And let’s not even get into what happened when the cracked, brittle leather cover had to come off.
But the trunk turned out well, because Morse wrote a great guide to doing it.
Which brings us to this month’s pen column, retrofitting a four-drawer CAO Criollo cigar box for pen storage. Last month fellow Granite State fountain pen aficiando Bryan Stone told me about these amazing four-drawer boxes that store about 24 pens, and I got sucked in again.
Converting one of these from cigar box to pen chest works well; the finished project makes an excellent desktop accoutrement because of its vertical shape — it doesn’t have the big footprint of traditional Reed & Barton chests. Another nice thing about the front-opening design of this chest? You can store it on a bookshelf.
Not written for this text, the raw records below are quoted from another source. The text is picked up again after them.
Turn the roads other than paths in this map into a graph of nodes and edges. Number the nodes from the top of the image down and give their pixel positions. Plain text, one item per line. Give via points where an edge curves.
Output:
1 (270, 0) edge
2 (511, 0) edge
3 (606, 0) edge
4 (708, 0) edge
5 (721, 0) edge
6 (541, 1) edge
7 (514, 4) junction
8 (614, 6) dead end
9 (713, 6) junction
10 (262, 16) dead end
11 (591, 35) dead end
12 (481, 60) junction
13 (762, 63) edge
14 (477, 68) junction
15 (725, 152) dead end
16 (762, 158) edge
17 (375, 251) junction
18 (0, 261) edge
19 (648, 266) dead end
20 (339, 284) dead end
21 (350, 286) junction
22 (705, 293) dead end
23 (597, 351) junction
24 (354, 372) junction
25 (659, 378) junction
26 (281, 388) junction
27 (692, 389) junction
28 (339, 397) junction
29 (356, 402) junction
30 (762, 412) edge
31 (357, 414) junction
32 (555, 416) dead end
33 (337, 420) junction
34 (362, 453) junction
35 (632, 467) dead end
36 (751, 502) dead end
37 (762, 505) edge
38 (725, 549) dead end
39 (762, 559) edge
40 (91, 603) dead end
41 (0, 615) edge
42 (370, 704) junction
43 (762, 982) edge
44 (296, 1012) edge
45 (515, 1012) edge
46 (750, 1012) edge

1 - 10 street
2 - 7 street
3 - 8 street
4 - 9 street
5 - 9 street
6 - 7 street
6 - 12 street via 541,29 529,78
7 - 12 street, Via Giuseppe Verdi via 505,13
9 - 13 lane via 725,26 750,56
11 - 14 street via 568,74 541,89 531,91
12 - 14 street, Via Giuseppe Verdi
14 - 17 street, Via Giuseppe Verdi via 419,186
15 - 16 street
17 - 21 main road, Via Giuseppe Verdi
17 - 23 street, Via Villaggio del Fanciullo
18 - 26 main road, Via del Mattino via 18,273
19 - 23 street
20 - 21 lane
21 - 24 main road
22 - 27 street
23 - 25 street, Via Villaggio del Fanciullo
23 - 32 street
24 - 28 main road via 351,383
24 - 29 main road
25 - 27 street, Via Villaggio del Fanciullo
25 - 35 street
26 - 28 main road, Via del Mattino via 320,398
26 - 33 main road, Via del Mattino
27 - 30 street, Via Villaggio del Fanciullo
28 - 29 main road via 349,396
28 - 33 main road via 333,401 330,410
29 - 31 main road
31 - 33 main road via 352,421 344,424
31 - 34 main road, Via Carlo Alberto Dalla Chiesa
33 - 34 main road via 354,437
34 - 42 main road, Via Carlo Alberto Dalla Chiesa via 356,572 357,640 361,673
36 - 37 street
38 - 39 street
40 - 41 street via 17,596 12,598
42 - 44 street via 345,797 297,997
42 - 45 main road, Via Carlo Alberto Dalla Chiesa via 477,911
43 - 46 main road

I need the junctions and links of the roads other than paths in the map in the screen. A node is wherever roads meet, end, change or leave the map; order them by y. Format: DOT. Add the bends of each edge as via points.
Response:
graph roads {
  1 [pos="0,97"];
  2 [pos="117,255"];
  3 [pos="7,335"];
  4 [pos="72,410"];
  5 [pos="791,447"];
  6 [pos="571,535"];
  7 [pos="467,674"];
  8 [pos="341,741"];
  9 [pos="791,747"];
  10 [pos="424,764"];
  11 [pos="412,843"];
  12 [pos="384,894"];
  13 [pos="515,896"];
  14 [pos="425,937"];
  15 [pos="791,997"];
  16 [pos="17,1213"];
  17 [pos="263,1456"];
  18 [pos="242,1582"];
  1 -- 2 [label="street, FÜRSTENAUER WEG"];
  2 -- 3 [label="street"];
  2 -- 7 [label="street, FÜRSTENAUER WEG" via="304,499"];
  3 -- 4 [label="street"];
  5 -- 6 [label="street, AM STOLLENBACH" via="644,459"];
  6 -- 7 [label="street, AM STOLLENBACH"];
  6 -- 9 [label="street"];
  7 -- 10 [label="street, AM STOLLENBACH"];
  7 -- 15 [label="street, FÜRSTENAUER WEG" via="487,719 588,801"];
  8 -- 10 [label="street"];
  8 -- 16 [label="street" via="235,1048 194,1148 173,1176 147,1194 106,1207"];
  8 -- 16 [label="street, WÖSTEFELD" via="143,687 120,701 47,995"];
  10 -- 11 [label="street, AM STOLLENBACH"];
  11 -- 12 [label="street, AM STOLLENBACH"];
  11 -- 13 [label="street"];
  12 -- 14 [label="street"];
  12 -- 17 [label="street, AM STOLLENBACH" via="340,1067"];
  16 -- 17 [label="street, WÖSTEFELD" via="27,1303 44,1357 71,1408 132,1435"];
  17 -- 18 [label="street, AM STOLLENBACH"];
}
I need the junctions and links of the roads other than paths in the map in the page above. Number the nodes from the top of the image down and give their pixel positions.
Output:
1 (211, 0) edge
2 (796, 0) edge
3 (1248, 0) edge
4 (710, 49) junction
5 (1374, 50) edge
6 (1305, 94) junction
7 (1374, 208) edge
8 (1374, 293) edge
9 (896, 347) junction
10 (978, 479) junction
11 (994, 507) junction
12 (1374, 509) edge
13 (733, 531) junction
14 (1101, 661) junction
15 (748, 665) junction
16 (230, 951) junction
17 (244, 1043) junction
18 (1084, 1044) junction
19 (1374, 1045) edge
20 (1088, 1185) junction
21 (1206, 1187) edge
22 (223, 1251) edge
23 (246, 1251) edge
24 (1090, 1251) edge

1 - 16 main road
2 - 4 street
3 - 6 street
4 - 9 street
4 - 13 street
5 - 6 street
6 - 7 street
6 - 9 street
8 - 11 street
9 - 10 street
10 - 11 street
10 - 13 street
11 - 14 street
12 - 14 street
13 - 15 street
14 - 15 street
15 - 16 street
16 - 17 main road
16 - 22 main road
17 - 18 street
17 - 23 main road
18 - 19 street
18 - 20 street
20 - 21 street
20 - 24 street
With many pen chests, the top opens up — like record players used to — making bookshelf storage a pain.
Like most of the finer things in life, however, you can’t just wave your credit card and acquire one of these great little pen chests. The two chief logistical problems: First, CAO discontinued the Criollo line, so supply of these boxes is dwindling — but they’re still widely available; and second, no one makes these pen chests for retail sale. That means if you like the pictures of the one I made here — and you’re not afraid to make a little wood dust and inhale some varnish fumes — you can make one for yourself. But do it soon, before these boxes can’t be found anymore.
Begin by acquiring a box or two. Go to eBay and don’t pay a penny more than ten bucks for a box. Interestingly, a few years ago crafts people were paying up to $50 for the boxes, which was a great deal for the cigar smokers paying $80-$120 a box for the cigars. Now, though, the going price is $10, although some sellers still feel they’re entitled to more. I made a deal with a seller to purchase six of them for about $7.50 each plus shipping.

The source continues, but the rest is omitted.